━━━━━ Data to examine

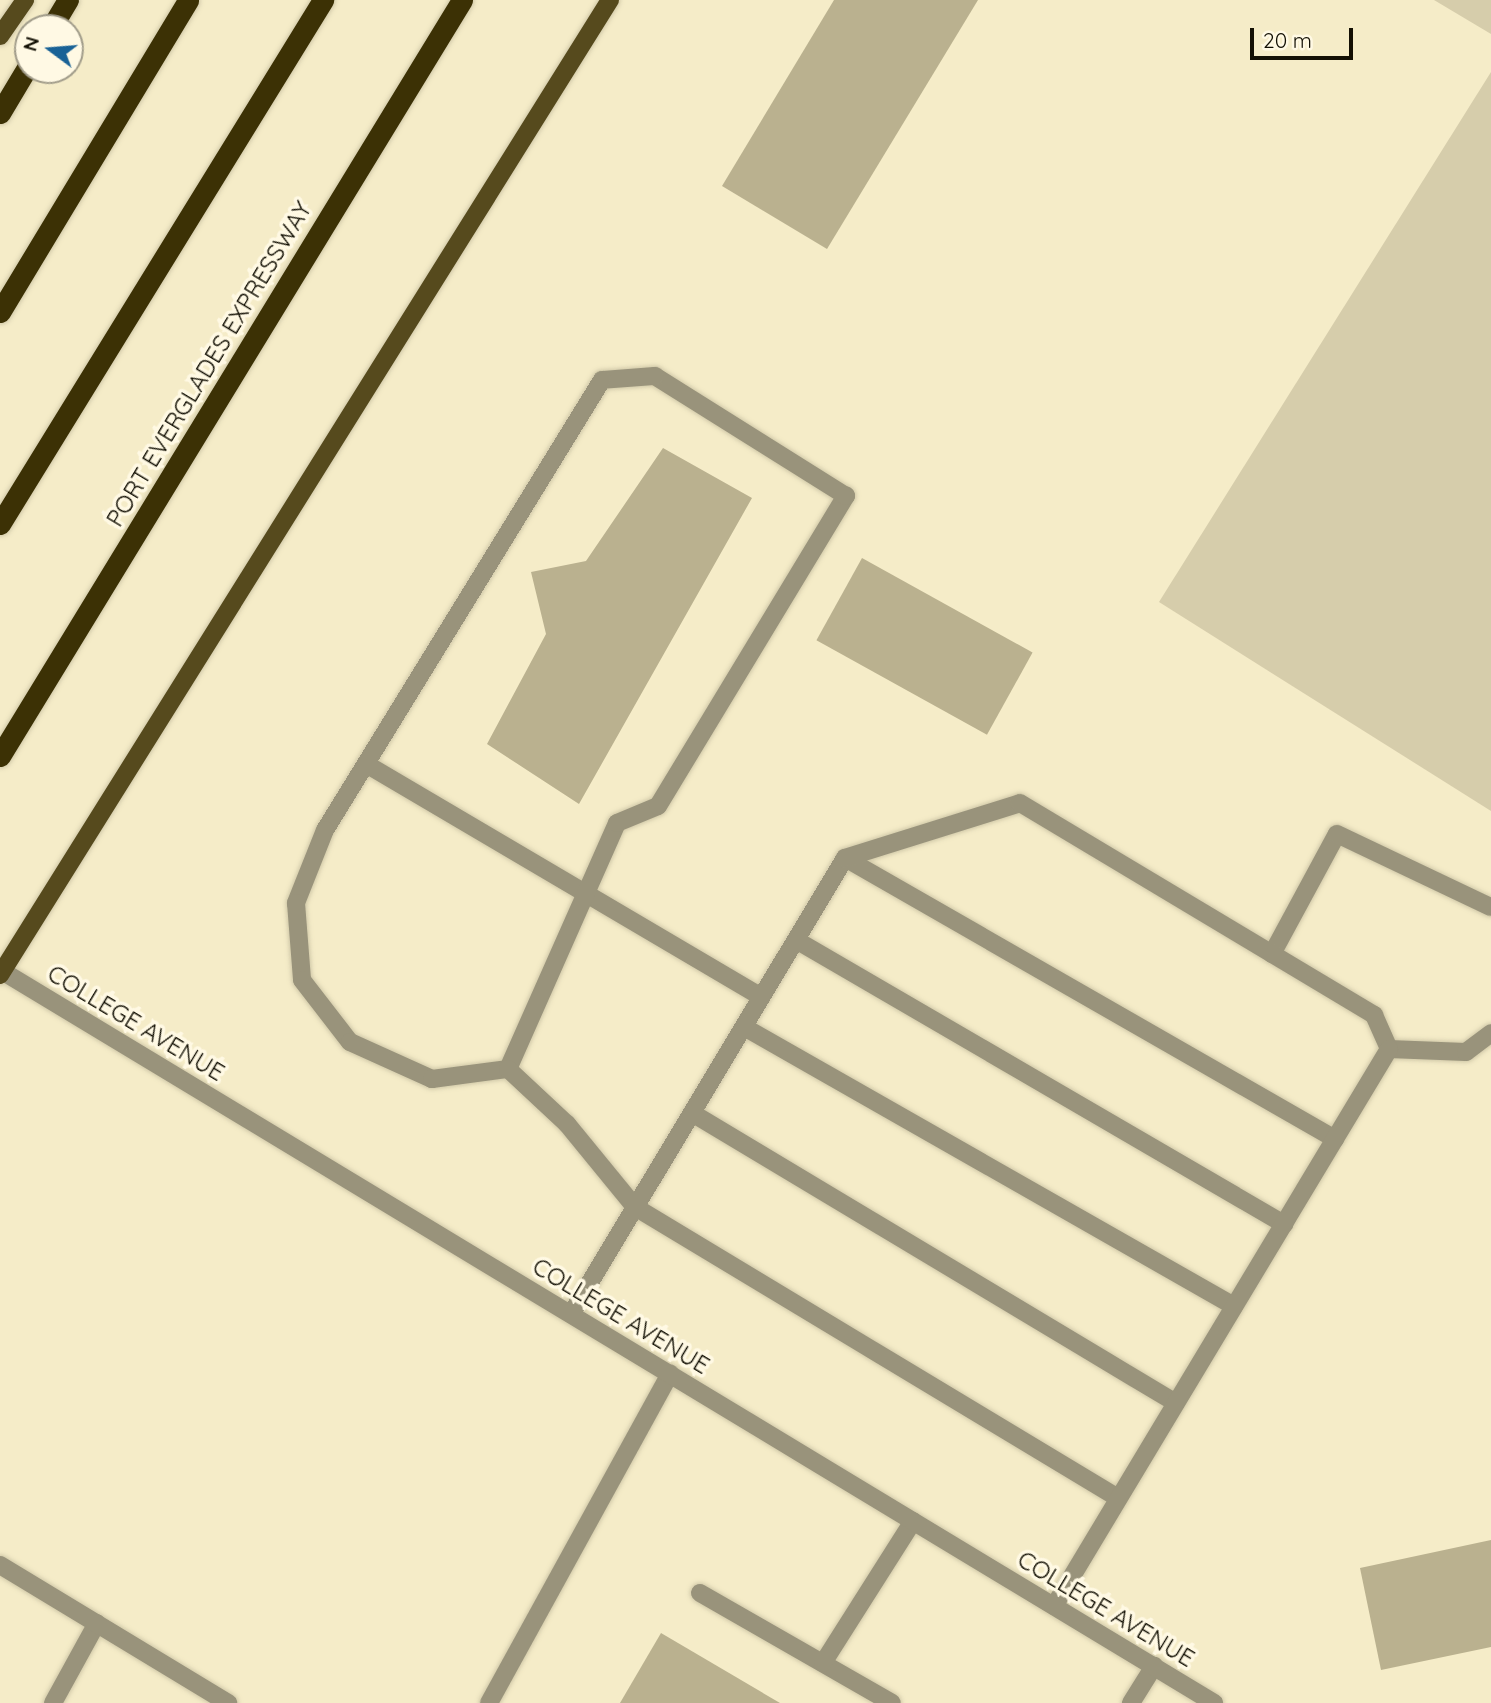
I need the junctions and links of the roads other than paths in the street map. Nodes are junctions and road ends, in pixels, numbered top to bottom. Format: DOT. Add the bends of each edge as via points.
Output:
graph roads {
  1 [pos="25,0"];
  2 [pos="188,0"];
  3 [pos="323,0"];
  4 [pos="462,0"];
  5 [pos="610,0"];
  6 [pos="0,36"];
  7 [pos="17,84"];
  8 [pos="0,113"];
  9 [pos="0,312"];
  10 [pos="0,524"];
  11 [pos="0,756"];
  12 [pos="366,764"];
  13 [pos="845,858"];
  14 [pos="586,892"];
  15 [pos="1491,907"];
  16 [pos="796,940"];
  17 [pos="1272,954"];
  18 [pos="1,973"];
  19 [pos="762,997"];
  20 [pos="744,1027"];
  21 [pos="1491,1033"];
  22 [pos="1389,1049"];
  23 [pos="508,1069"];
  24 [pos="692,1113"];
  25 [pos="1335,1139"];
  26 [pos="635,1207"];
  27 [pos="1284,1224"];
  28 [pos="1234,1306"];
  29 [pos="571,1314"];
  30 [pos="670,1374"];
  31 [pos="1176,1404"];
  32 [pos="1118,1498"];
  33 [pos="913,1521"];
  34 [pos="0,1565"];
  35 [pos="701,1593"];
  36 [pos="1054,1606"];
  37 [pos="97,1623"];
  38 [pos="823,1663"];
  39 [pos="1154,1666"];
  40 [pos="53,1703"];
  41 [pos="228,1703"];
  42 [pos="489,1703"];
  43 [pos="892,1703"];
  44 [pos="1131,1703"];
  45 [pos="1214,1703"];
  1 -- 6 [label="main road"];
  2 -- 9 [label="highway"];
  3 -- 10 [label="highway"];
  4 -- 11 [label="highway, PORT EVERGLADES EXPRESSWAY"];
  5 -- 18 [label="main road"];
  7 -- 8 [label="highway"];
  12 -- 14 [label="street"];
  12 -- 14 [label="street" via="603,380 655,376 846,496 658,806 617,823"];
  12 -- 23 [label="street" via="326,830 296,903 302,980 350,1042 432,1079"];
  13 -- 16 [label="street"];
  13 -- 17 [label="street" via="1020,803"];
  13 -- 25 [label="street"];
  14 -- 19 [label="street"];
  14 -- 23 [label="street"];
  15 -- 17 [label="street" via="1337,834"];
  16 -- 19 [label="street"];
  16 -- 27 [label="street"];
  17 -- 22 [label="street" via="1374,1015"];
  18 -- 29 [label="street, COLLEGE AVENUE"];
  19 -- 20 [label="street"];
  20 -- 24 [label="street"];
  20 -- 28 [label="street"];
  21 -- 22 [label="street" via="1466,1052"];
  22 -- 25 [label="street"];
  23 -- 26 [label="street" via="567,1124"];
  24 -- 26 [label="street"];
  24 -- 31 [label="street"];
  25 -- 27 [label="street"];
  26 -- 29 [label="street"];
  26 -- 32 [label="street"];
  27 -- 28 [label="street"];
  28 -- 31 [label="street"];
  29 -- 30 [label="street, COLLEGE AVENUE"];
  30 -- 33 [label="street, COLLEGE AVENUE"];
  30 -- 42 [label="street"];
  31 -- 32 [label="street"];
  32 -- 36 [label="street"];
  33 -- 36 [label="street, COLLEGE AVENUE"];
  33 -- 38 [label="street"];
  34 -- 37 [label="street"];
  35 -- 38 [label="street"];
  36 -- 39 [label="street, COLLEGE AVENUE"];
  37 -- 40 [label="street"];
  37 -- 41 [label="street"];
  38 -- 43 [label="street"];
  39 -- 44 [label="street"];
  39 -- 45 [label="street, COLLEGE AVENUE"];
}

━━━━━━━━━━

Work instruction
Would you please work out how many lines of the data hold "highway"? Reply with the number alone.

Reply
4